→ **Your objective**:
Each line of the data below that carries the word "thumb" needs to be copied.

→ **Input for this task**:
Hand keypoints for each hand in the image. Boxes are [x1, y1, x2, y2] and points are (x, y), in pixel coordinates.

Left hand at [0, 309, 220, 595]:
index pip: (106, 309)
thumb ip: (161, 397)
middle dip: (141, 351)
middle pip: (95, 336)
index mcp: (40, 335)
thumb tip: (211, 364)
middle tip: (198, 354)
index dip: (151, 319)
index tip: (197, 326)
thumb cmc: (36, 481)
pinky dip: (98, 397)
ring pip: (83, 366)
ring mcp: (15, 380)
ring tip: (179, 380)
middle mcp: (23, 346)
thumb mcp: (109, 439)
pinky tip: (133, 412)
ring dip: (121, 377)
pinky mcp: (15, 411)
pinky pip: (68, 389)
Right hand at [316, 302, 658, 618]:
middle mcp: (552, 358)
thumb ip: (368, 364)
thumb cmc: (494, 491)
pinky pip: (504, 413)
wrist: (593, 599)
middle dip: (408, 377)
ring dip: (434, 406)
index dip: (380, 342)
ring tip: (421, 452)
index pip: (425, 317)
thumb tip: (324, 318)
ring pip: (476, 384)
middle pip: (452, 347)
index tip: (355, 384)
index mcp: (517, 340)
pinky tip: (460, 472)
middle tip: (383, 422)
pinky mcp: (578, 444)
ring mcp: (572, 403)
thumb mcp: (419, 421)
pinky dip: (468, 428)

→ **Solution to this task**:
thumb ip: (161, 397)
thumb tip: (211, 364)
thumb cmc: (36, 481)
thumb mcp: (109, 439)
thumb ip: (368, 364)
thumb cmc: (494, 491)
thumb tip: (324, 318)
thumb mcp: (419, 421)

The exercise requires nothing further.